In the case of a physical commodity such as crude oil, the producers and airlines are natural hedgers who take opposite sides of the market. This keeps prices balanced and creates equilibrium for the most part.

The futures markets gain extra liquidity from market makers and speculators, but the bulk of the transactions come from the natural hedging companies and organizations.

When Bitcoin futures launch the only natural hedgers will be those who own Bitcoin, and those who mine Bitcoin. Bitcoin owners will sell futures to lock in their gains. Bitcoin miners will sell futures contracts to guarantee they are getting a minimum price for Bitcoins they mine in the future. There are no natural buyers of futures contracts on Bitcoins, and this will create an imbalance in the futures market putting increasing pressure on the downside.

Now we come to the group of speculators. They could provide stability and keep price steady. But this group won’t be comprised of just buyers or just sellers. It will have both bulls and bears, those who want the price of Bitcoin to rise, and those who want the price of Bitcoin to fall. We’ve already seen the power of the bulls in the cash market – it’s what has driven the price of Bitcoin up nearly 2,000% in 2017. What is unknown is the power of the bears.

Is it possible that the bears are stronger than the bulls? Or will the bulls retain control of the market. No one knows for sure, but many on Wall Street are speculating that the bears have just been waiting for their chance to push Bitcoin prices lower.

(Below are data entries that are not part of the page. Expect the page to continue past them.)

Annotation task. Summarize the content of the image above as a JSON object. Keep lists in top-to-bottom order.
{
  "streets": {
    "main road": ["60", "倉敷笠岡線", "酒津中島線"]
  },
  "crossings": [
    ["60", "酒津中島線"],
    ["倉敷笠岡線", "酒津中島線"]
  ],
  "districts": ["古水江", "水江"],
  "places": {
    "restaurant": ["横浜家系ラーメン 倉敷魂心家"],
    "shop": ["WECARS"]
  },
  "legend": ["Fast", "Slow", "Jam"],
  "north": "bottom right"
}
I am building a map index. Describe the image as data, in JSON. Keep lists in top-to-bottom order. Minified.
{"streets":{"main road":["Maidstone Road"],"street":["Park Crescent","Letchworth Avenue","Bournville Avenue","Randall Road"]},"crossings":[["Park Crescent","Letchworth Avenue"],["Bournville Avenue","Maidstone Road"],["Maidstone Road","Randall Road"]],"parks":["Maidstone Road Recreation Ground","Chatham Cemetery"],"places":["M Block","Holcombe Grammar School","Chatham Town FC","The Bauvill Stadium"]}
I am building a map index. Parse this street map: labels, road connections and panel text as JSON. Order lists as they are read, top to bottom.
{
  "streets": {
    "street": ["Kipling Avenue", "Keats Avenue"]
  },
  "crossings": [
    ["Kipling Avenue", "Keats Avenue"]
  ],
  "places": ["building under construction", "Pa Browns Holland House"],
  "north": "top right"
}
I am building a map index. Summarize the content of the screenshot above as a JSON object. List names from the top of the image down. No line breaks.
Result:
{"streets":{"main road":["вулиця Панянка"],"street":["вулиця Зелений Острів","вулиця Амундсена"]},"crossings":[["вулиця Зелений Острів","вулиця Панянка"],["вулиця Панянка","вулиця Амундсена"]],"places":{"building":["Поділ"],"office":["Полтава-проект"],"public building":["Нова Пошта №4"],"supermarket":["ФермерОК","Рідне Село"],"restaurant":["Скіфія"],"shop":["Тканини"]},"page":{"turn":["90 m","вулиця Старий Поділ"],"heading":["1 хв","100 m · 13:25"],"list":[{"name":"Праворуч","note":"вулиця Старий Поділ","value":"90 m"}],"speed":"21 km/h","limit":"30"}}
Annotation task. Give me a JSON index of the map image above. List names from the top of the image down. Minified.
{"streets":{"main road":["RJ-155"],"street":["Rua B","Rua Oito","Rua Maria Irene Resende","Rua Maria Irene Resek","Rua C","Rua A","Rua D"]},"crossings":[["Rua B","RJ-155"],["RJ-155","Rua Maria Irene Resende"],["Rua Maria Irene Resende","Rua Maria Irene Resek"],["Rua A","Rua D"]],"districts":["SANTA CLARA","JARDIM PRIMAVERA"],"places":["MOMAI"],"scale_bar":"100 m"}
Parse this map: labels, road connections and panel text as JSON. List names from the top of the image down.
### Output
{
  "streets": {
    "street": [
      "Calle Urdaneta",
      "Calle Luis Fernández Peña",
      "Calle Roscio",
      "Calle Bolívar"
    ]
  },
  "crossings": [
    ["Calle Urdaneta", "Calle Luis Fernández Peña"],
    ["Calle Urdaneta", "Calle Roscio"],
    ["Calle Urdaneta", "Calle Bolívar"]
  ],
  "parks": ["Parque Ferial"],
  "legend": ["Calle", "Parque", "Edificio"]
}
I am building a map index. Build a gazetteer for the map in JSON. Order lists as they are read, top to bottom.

Bear looking in a building window
We’re watching you Bitcoin

It is often said that asset prices increase as if walking up the stairs, but take the elevator when going lower. This means price declines move faster than price increases. This is hard to believe with Bitcoin, considering the nearly parabolic price rise in the past week, but if it’s true it means we could see Bitcoin’s price dropping by $10,000 or more in a single day.

Bitcoin Futures Contract Specification

Bitcoin futures will begin trading on the Cboe on Sunday December 10, 2017 at 17:00 CST. The Sunday start is meant to align with the start of trading Monday morning in Asia, which provides another twist as Japanese exchanges currently have a majority when it comes to Bitcoin trading volume.

Each contract will be cash-settled and will be based on 1 Bitcoin. The futures symbol used will be XBT.

Contract expirations have not been released yet, but the contract specifications state “The Exchange may list for trading up to four near-term expiration weeks (“weekly” contracts), three near-term serial months (“serial” contracts), and three months on the March quarterly cycle (“quarterly” contracts).”

The full Bitcoin contract specifications can be seen on the Cboe website.

It’s interesting to note that market orders for Bitcoin futures will not be permitted. Several protective measures have been put in place as well:

       Block orders will not be permitted until Sunday, December 17, 2017 at 5:00 p.m. CST

       Position Limits: A person: (i) may not own or control more than 5,000 contracts net long or net short in all XBT futures contract expirations combined and (ii) may not own or control more than 1,000 contracts net long or net short in the expiring XBT futures contract

       A 10%  rise or fall in price from the prior closing price will cause a 2 minute trading halt. A 20% rise or fall in price from the prior closing price will cause a 5 minute trading halt.

Bitcoin prices will be based on quotes from the Gemini Exchange of the BTC/USD.

It has been announced by TD Ameritrade and Ally Financial that they will offer the new Bitcoin futures contracts for trading by their clients immediately. Goldman Sachs has also stated it will clear Bitcoin futures contracts for some clients. JPMorgan and Citibank have both said they will not be clearing Bitcoin futures contracts immediately, and haven’t given a timeframe for beginning to clear the contracts. Fidelity Investments has also stated it will not offer Bitcoin futures to its clients.